• Saved data entries:
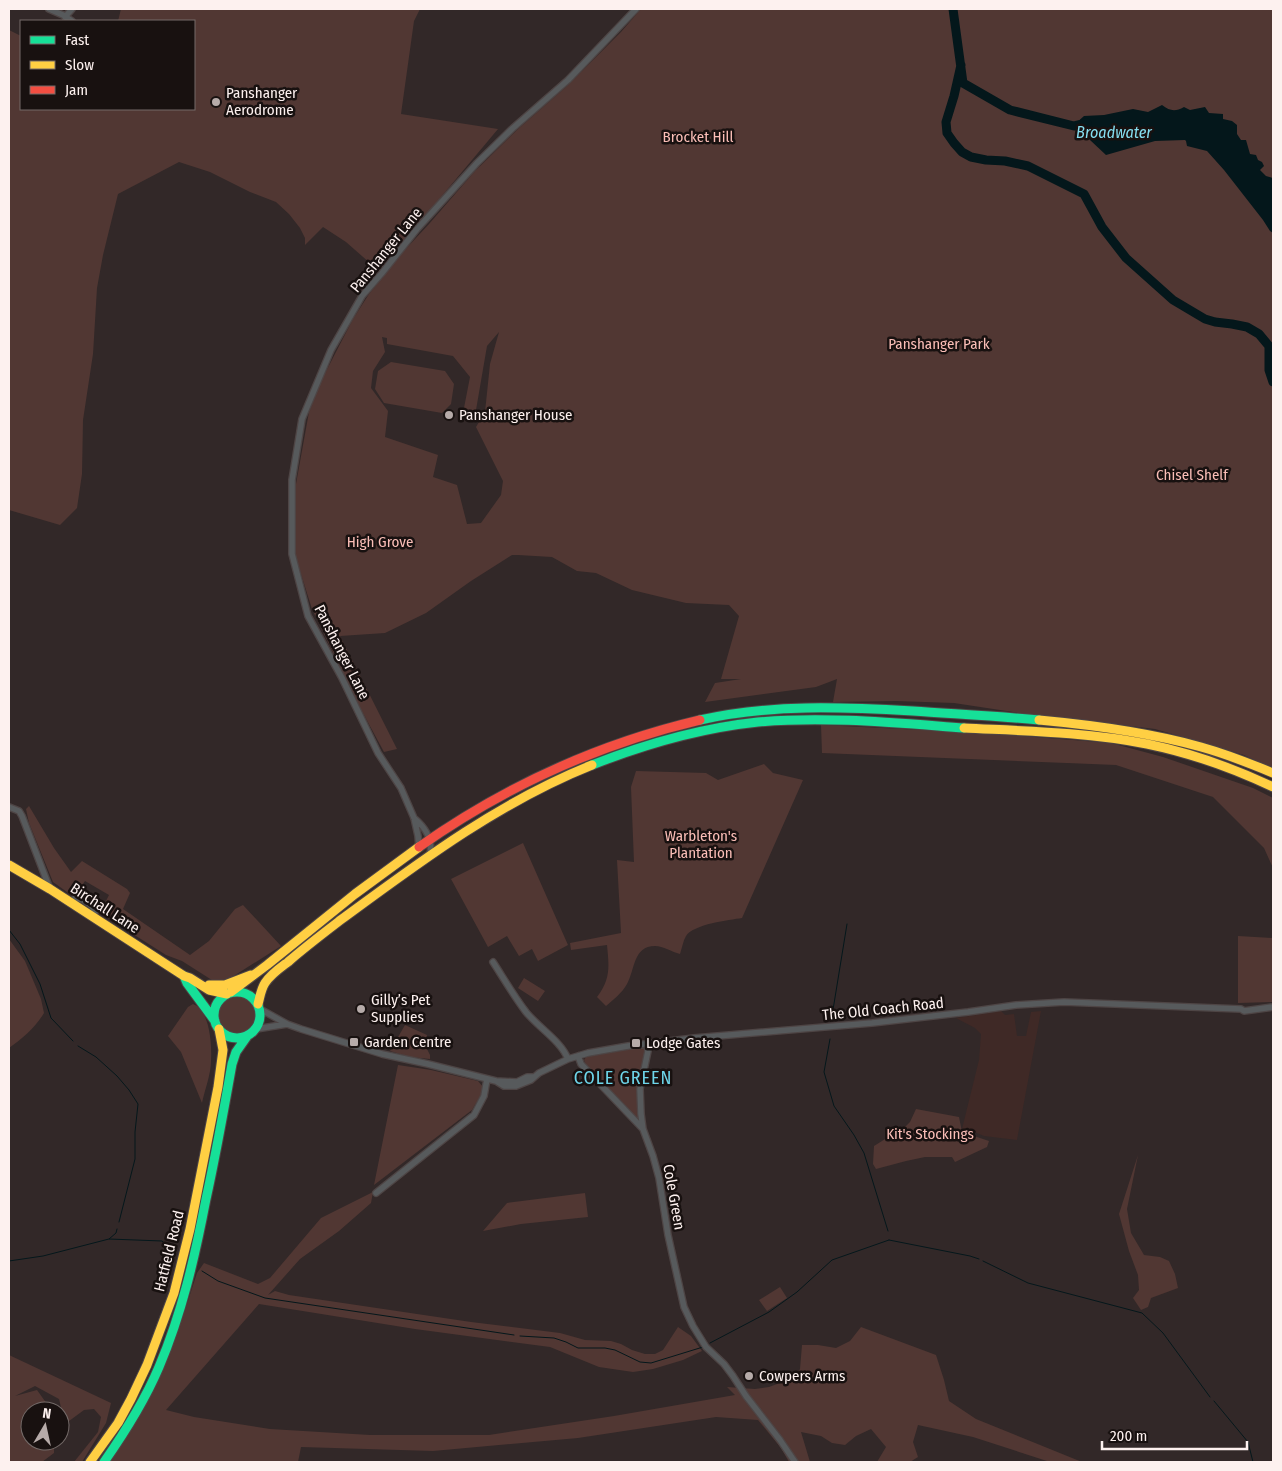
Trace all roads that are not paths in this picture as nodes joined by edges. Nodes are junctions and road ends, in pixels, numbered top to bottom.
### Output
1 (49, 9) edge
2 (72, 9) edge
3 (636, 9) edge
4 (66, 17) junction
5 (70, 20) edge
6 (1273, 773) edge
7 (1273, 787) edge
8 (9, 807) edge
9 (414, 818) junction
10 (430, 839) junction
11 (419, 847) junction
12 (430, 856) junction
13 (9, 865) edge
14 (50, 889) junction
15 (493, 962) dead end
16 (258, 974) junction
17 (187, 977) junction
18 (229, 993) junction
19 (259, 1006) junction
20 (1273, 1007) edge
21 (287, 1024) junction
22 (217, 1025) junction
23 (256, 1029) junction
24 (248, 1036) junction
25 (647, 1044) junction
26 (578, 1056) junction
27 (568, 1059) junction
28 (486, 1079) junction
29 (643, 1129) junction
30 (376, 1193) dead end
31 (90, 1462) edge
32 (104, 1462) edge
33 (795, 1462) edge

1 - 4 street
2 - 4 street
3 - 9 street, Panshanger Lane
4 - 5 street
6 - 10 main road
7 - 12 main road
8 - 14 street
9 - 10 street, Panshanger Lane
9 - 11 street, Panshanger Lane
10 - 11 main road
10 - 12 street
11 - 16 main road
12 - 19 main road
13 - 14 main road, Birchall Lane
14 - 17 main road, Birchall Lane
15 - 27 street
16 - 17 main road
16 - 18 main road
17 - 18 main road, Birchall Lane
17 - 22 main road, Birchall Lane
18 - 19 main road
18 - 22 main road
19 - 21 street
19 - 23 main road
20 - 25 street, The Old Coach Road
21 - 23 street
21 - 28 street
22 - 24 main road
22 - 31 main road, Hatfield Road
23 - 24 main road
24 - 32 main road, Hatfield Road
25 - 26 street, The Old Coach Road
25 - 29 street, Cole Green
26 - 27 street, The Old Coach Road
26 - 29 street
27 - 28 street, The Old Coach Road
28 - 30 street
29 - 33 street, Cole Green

• WHAT YOU NEED TO DO:
Please print the entries above exactly. Skip every picture.

• ANSWER SPACE:
Trace all roads that are not paths in this picture as nodes joined by edges. Nodes are junctions and road ends, in pixels, numbered top to bottom.
### Output
1 (49, 9) edge
2 (72, 9) edge
3 (636, 9) edge
4 (66, 17) junction
5 (70, 20) edge
6 (1273, 773) edge
7 (1273, 787) edge
8 (9, 807) edge
9 (414, 818) junction
10 (430, 839) junction
11 (419, 847) junction
12 (430, 856) junction
13 (9, 865) edge
14 (50, 889) junction
15 (493, 962) dead end
16 (258, 974) junction
17 (187, 977) junction
18 (229, 993) junction
19 (259, 1006) junction
20 (1273, 1007) edge
21 (287, 1024) junction
22 (217, 1025) junction
23 (256, 1029) junction
24 (248, 1036) junction
25 (647, 1044) junction
26 (578, 1056) junction
27 (568, 1059) junction
28 (486, 1079) junction
29 (643, 1129) junction
30 (376, 1193) dead end
31 (90, 1462) edge
32 (104, 1462) edge
33 (795, 1462) edge

1 - 4 street
2 - 4 street
3 - 9 street, Panshanger Lane
4 - 5 street
6 - 10 main road
7 - 12 main road
8 - 14 street
9 - 10 street, Panshanger Lane
9 - 11 street, Panshanger Lane
10 - 11 main road
10 - 12 street
11 - 16 main road
12 - 19 main road
13 - 14 main road, Birchall Lane
14 - 17 main road, Birchall Lane
15 - 27 street
16 - 17 main road
16 - 18 main road
17 - 18 main road, Birchall Lane
17 - 22 main road, Birchall Lane
18 - 19 main road
18 - 22 main road
19 - 21 street
19 - 23 main road
20 - 25 street, The Old Coach Road
21 - 23 street
21 - 28 street
22 - 24 main road
22 - 31 main road, Hatfield Road
23 - 24 main road
24 - 32 main road, Hatfield Road
25 - 26 street, The Old Coach Road
25 - 29 street, Cole Green
26 - 27 street, The Old Coach Road
26 - 29 street
27 - 28 street, The Old Coach Road
28 - 30 street
29 - 33 street, Cole Green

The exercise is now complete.